From the Department of Medicine, University of California, San Diego, School of Medicine, La Jolla, California 92093 and the Veterans Affairs San Diego Healthcare System, San Diego, California 92161
Regulation of glucose metabolism is a key aspect
of metabolic homeostasis, and insulin is the dominant hormone
influencing this regulatory system. One of the major effects of insulin
is to enhance overall glucose disposal, and this is achieved by
stimulation of glucose uptake into target tissues. In mammalian systems
there are currently five distinct hexose transport proteins that have been identified, each derived from a separate gene. The mammalian glucose transporters are quite similar in sequence and overall structure but are unique in their tissue distribution. One of them,
GLUT4 or the insulin-sensitive glucose transporter, is uniquely expressed in skeletal muscle, cardiac muscle, and adipose tissue.

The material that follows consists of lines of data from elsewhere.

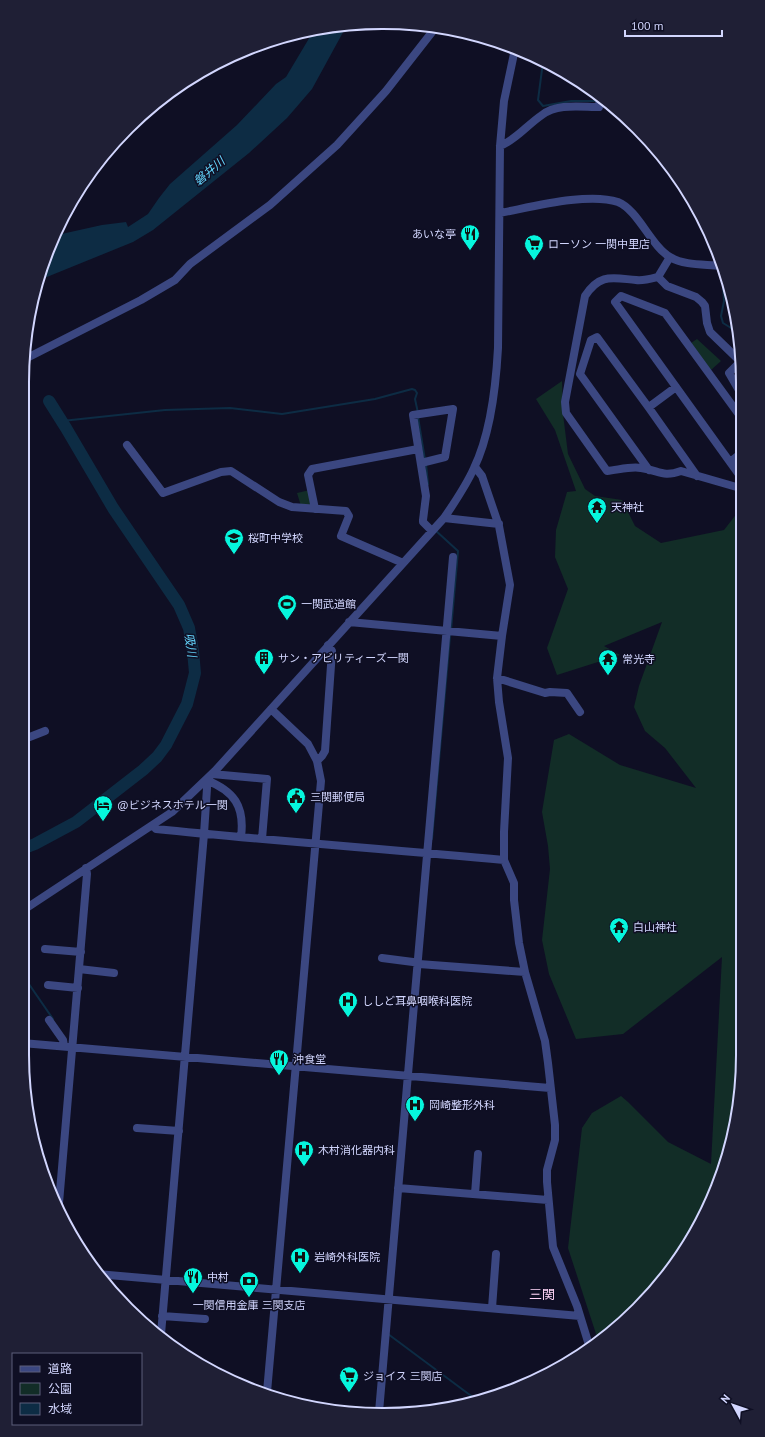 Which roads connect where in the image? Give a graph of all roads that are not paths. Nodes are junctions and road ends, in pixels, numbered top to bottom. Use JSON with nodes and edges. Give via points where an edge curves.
{"nodes":[{"id":1,"x":432,"y":32,"type":"edge"},
{"id":2,"x":514,"y":54,"type":"edge"},
{"id":3,"x":599,"y":103,"type":"edge"},
{"id":4,"x":500,"y":146,"type":"junction"},
{"id":5,"x":500,"y":213,"type":"junction"},
{"id":6,"x":670,"y":257,"type":"junction"},
{"id":7,"x":716,"y":266,"type":"edge"},
{"id":8,"x":658,"y":277,"type":"junction"},
{"id":9,"x":30,"y":356,"type":"edge"},
{"id":10,"x":735,"y":356,"type":"edge"},
{"id":11,"x":735,"y":366,"type":"edge"},
{"id":12,"x":736,"y":385,"type":"edge"},
{"id":13,"x":676,"y":387,"type":"junction"},
{"id":14,"x":648,"y":407,"type":"junction"},
{"id":15,"x":736,"y":411,"type":"edge"},
{"id":16,"x":127,"y":445,"type":"dead end"},
{"id":17,"x":418,"y":449,"type":"junction"},
{"id":18,"x":736,"y":457,"type":"edge"},
{"id":19,"x":421,"y":462,"type":"junction"},
{"id":20,"x":730,"y":462,"type":"junction"},
{"id":21,"x":475,"y":467,"type":"junction"},
{"id":22,"x":649,"y":470,"type":"junction"},
{"id":23,"x":736,"y":470,"type":"edge"},
{"id":24,"x":697,"y":476,"type":"junction"},
{"id":25,"x":736,"y":487,"type":"edge"},
{"id":26,"x":315,"y":509,"type":"junction"},
{"id":27,"x":444,"y":518,"type":"junction"},
{"id":28,"x":499,"y":524,"type":"junction"},
{"id":29,"x":432,"y":531,"type":"junction"},
{"id":30,"x":453,"y":557,"type":"dead end"},
{"id":31,"x":403,"y":563,"type":"junction"},
{"id":32,"x":349,"y":622,"type":"junction"},
{"id":33,"x":448,"y":631,"type":"junction"},
{"id":34,"x":502,"y":636,"type":"junction"},
{"id":35,"x":328,"y":645,"type":"junction"},
{"id":36,"x":498,"y":678,"type":"junction"},
{"id":37,"x":271,"y":709,"type":"junction"},
{"id":38,"x":580,"y":712,"type":"dead end"},
{"id":39,"x":45,"y":731,"type":"dead end"},
{"id":40,"x":29,"y":737,"type":"edge"},
{"id":41,"x":317,"y":761,"type":"junction"},
{"id":42,"x":212,"y":774,"type":"junction"},
{"id":43,"x":206,"y":780,"type":"junction"},
{"id":44,"x":153,"y":825,"type":"junction"},
{"id":45,"x":204,"y":834,"type":"junction"},
{"id":46,"x":241,"y":837,"type":"junction"},
{"id":47,"x":262,"y":839,"type":"junction"},
{"id":48,"x":315,"y":844,"type":"junction"},
{"id":49,"x":427,"y":852,"type":"junction"},
{"id":50,"x":504,"y":860,"type":"junction"},
{"id":51,"x":86,"y":868,"type":"junction"},
{"id":52,"x":29,"y":906,"type":"edge"},
{"id":53,"x":45,"y":949,"type":"dead end"},
{"id":54,"x":81,"y":952,"type":"junction"},
{"id":55,"x":382,"y":958,"type":"dead end"},
{"id":56,"x":418,"y":962,"type":"junction"},
{"id":57,"x":79,"y":969,"type":"junction"},
{"id":58,"x":114,"y":972,"type":"dead end"},
{"id":59,"x":525,"y":972,"type":"junction"},
{"id":60,"x":48,"y":985,"type":"dead end"},
{"id":61,"x":78,"y":988,"type":"junction"},
{"id":62,"x":49,"y":1020,"type":"dead end"},
{"id":63,"x":29,"y":1043,"type":"edge"},
{"id":64,"x":68,"y":1046,"type":"junction"},
{"id":65,"x":185,"y":1056,"type":"junction"},
{"id":66,"x":296,"y":1066,"type":"junction"},
{"id":67,"x":408,"y":1076,"type":"junction"},
{"id":68,"x":550,"y":1088,"type":"junction"},
{"id":69,"x":137,"y":1128,"type":"dead end"},
{"id":70,"x":179,"y":1131,"type":"junction"},
{"id":71,"x":478,"y":1154,"type":"dead end"},
{"id":72,"x":398,"y":1188,"type":"junction"},
{"id":73,"x":475,"y":1194,"type":"junction"},
{"id":74,"x":59,"y":1198,"type":"edge"},
{"id":75,"x":548,"y":1200,"type":"junction"},
{"id":76,"x":496,"y":1254,"type":"dead end"},
{"id":77,"x":106,"y":1275,"type":"edge"},
{"id":78,"x":166,"y":1280,"type":"junction"},
{"id":79,"x":276,"y":1290,"type":"junction"},
{"id":80,"x":388,"y":1300,"type":"junction"},
{"id":81,"x":492,"y":1308,"type":"junction"},
{"id":82,"x":162,"y":1316,"type":"junction"},
{"id":83,"x":580,"y":1316,"type":"junction"},
{"id":84,"x":206,"y":1319,"type":"dead end"},
{"id":85,"x":161,"y":1330,"type":"edge"},
{"id":86,"x":588,"y":1342,"type":"edge"},
{"id":87,"x":267,"y":1388,"type":"edge"},
{"id":88,"x":380,"y":1408,"type":"edge"}],
"edges":[{"from":1,"to":9,"type":"street","via":[[386,91],[337,145],[270,205],[190,264],[175,280]]},
{"from":2,"to":4,"type":"street","via":[[504,101]]},
{"from":3,"to":4,"type":"street","via":[[599,107],[554,109],[543,114],[509,143]]},
{"from":4,"to":5,"type":"street"},
{"from":5,"to":6,"type":"street","via":[[567,200],[610,200],[620,203],[629,210]]},
{"from":5,"to":21,"type":"street","via":[[496,376],[488,423]]},
{"from":6,"to":7,"type":"street","via":[[689,263]]},
{"from":6,"to":8,"type":"street"},
{"from":8,"to":10,"type":"street","via":[[667,286],[696,297],[702,302],[710,332]]},
{"from":8,"to":22,"type":"street","via":[[637,280],[616,277],[604,279],[594,285],[585,296],[564,402],[568,418],[607,471],[640,468]]},
{"from":11,"to":12,"type":"street","via":[[729,373]]},
{"from":13,"to":14,"type":"street"},
{"from":13,"to":15,"type":"street","via":[[615,302],[621,296],[665,313]]},
{"from":13,"to":20,"type":"street"},
{"from":14,"to":22,"type":"street","via":[[597,338],[591,340],[580,374]]},
{"from":14,"to":24,"type":"street"},
{"from":16,"to":26,"type":"street","via":[[163,493],[221,472],[231,471],[279,502],[292,507]]},
{"from":17,"to":19,"type":"street"},
{"from":17,"to":19,"type":"street","via":[[413,415],[453,409],[445,457]]},
{"from":17,"to":26,"type":"street","via":[[312,469],[308,475]]},
{"from":18,"to":20,"type":"street"},
{"from":19,"to":29,"type":"street","via":[[426,496],[423,522]]},
{"from":20,"to":23,"type":"street"},
{"from":21,"to":27,"type":"street"},
{"from":21,"to":28,"type":"street","via":[[482,476]]},
{"from":22,"to":24,"type":"street","via":[[666,474],[681,471]]},
{"from":24,"to":25,"type":"street"},
{"from":26,"to":31,"type":"street","via":[[346,511],[349,516],[341,536]]},
{"from":27,"to":28,"type":"street"},
{"from":27,"to":29,"type":"street"},
{"from":28,"to":34,"type":"street","via":[[510,585]]},
{"from":29,"to":31,"type":"street"},
{"from":30,"to":33,"type":"street"},
{"from":31,"to":32,"type":"street"},
{"from":32,"to":33,"type":"street"},
{"from":32,"to":35,"type":"street"},
{"from":33,"to":34,"type":"street"},
{"from":33,"to":49,"type":"street"},
{"from":34,"to":36,"type":"street"},
{"from":35,"to":37,"type":"street"},
{"from":35,"to":41,"type":"street","via":[[332,651],[325,751]]},
{"from":36,"to":38,"type":"street","via":[[545,693],[567,693]]},
{"from":36,"to":50,"type":"street","via":[[508,758]]},
{"from":37,"to":41,"type":"street","via":[[308,744]]},
{"from":37,"to":42,"type":"street"},
{"from":39,"to":40,"type":"street"},
{"from":41,"to":48,"type":"street","via":[[321,781]]},
{"from":42,"to":43,"type":"street"},
{"from":42,"to":47,"type":"street","via":[[266,779]]},
{"from":43,"to":44,"type":"street","via":[[172,812]]},
{"from":43,"to":45,"type":"street","via":[[208,788]]},
{"from":43,"to":46,"type":"street","via":[[235,798],[241,812]]},
{"from":44,"to":45,"type":"street","via":[[156,829]]},
{"from":44,"to":51,"type":"street"},
{"from":45,"to":46,"type":"street"},
{"from":45,"to":65,"type":"street"},
{"from":46,"to":47,"type":"street"},
{"from":47,"to":48,"type":"street"},
{"from":48,"to":49,"type":"street"},
{"from":48,"to":66,"type":"street"},
{"from":49,"to":50,"type":"street"},
{"from":49,"to":56,"type":"street"},
{"from":50,"to":59,"type":"street","via":[[514,883],[519,943]]},
{"from":51,"to":52,"type":"street"},
{"from":51,"to":54,"type":"street"},
{"from":53,"to":54,"type":"street"},
{"from":54,"to":57,"type":"street"},
{"from":55,"to":56,"type":"street"},
{"from":56,"to":59,"type":"street"},
{"from":56,"to":67,"type":"street"},
{"from":57,"to":58,"type":"street"},
{"from":57,"to":61,"type":"street"},
{"from":59,"to":68,"type":"street","via":[[545,1041]]},
{"from":60,"to":61,"type":"street"},
{"from":61,"to":64,"type":"street"},
{"from":62,"to":64,"type":"street"},
{"from":63,"to":64,"type":"street"},
{"from":64,"to":65,"type":"street"},
{"from":64,"to":74,"type":"street"},
{"from":65,"to":66,"type":"street"},
{"from":65,"to":70,"type":"street"},
{"from":66,"to":67,"type":"street"},
{"from":66,"to":79,"type":"street"},
{"from":67,"to":68,"type":"street"},
{"from":67,"to":72,"type":"street"},
{"from":68,"to":75,"type":"street","via":[[555,1140],[547,1170]]},
{"from":69,"to":70,"type":"street"},
{"from":70,"to":78,"type":"street"},
{"from":71,"to":73,"type":"street"},
{"from":72,"to":73,"type":"street"},
{"from":72,"to":80,"type":"street"},
{"from":73,"to":75,"type":"street"},
{"from":75,"to":83,"type":"street","via":[[553,1247]]},
{"from":76,"to":81,"type":"street"},
{"from":77,"to":78,"type":"street"},
{"from":78,"to":79,"type":"street"},
{"from":78,"to":82,"type":"street"},
{"from":79,"to":80,"type":"street"},
{"from":79,"to":87,"type":"street"},
{"from":80,"to":81,"type":"street"},
{"from":80,"to":88,"type":"street"},
{"from":81,"to":83,"type":"street"},
{"from":82,"to":84,"type":"street"},
{"from":82,"to":85,"type":"street"},
{"from":83,"to":86,"type":"street"}]}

Insulin stimulates glucose transport into these tissues by causing the
recruitment, or translocation, of GLUT4 proteins from an intracellular vesicular compartment to the plasma membrane. Once GLUT4 recruitment occurs, the transporter inserts into the plasma membrane, allowing uptake of glucose into the cell. However, tissue-specific expression of
GLUT4 is not the only factor conferring insulin-stimulated glucose
transport into these tissues because heterologous expression of GLUT4
in other tissues by various transfection strategies does not confer
insulin-stimulated GLUT4 translocation to non-muscle, non-adipocyte
cells. Therefore, it follows that additional factors in muscle and
adipose tissue, related to insulin signaling or vesicle trafficking,
must exist. Thus, the genetic program endowing the cell with the
ability to exhibit insulin-stimulated GLUT4 translocation is complex
and most likely involves a number of specific components. Skeletal
muscle accounts for the bulk of insulin-stimulated glucose disposal
in vivo (70-80%), with adipose tissue and other organs
playing a lesser role. In this way, insulin stimulation of GLUT4
translocation in muscle and, to a lesser extent, adipose tissue becomes
the key biologic event regulating overall in vivo glucose
disposal in the normal state.
In addition to the importance of insulin-stimulated glucose transport
in normal physiology, this process is of heightened importance because
of its critical role in human pathophysiologic states such as insulin
resistance and Type 2 diabetes. For example, in patients with Type 2 diabetes, decreased insulin-stimulated glucose disposal is a major
metabolic defect, and evidence exists to indicate that it is the
earliest abnormality that can be detected in this condition. Because
under most conditions that prevail in vivo glucose transport
is rate-limiting for glucose disposal and because insulin-induced GLUT4
translocation is the way insulin stimulates glucose transport,
understanding the mechanisms of this process will be key to our
understanding of this important human disease.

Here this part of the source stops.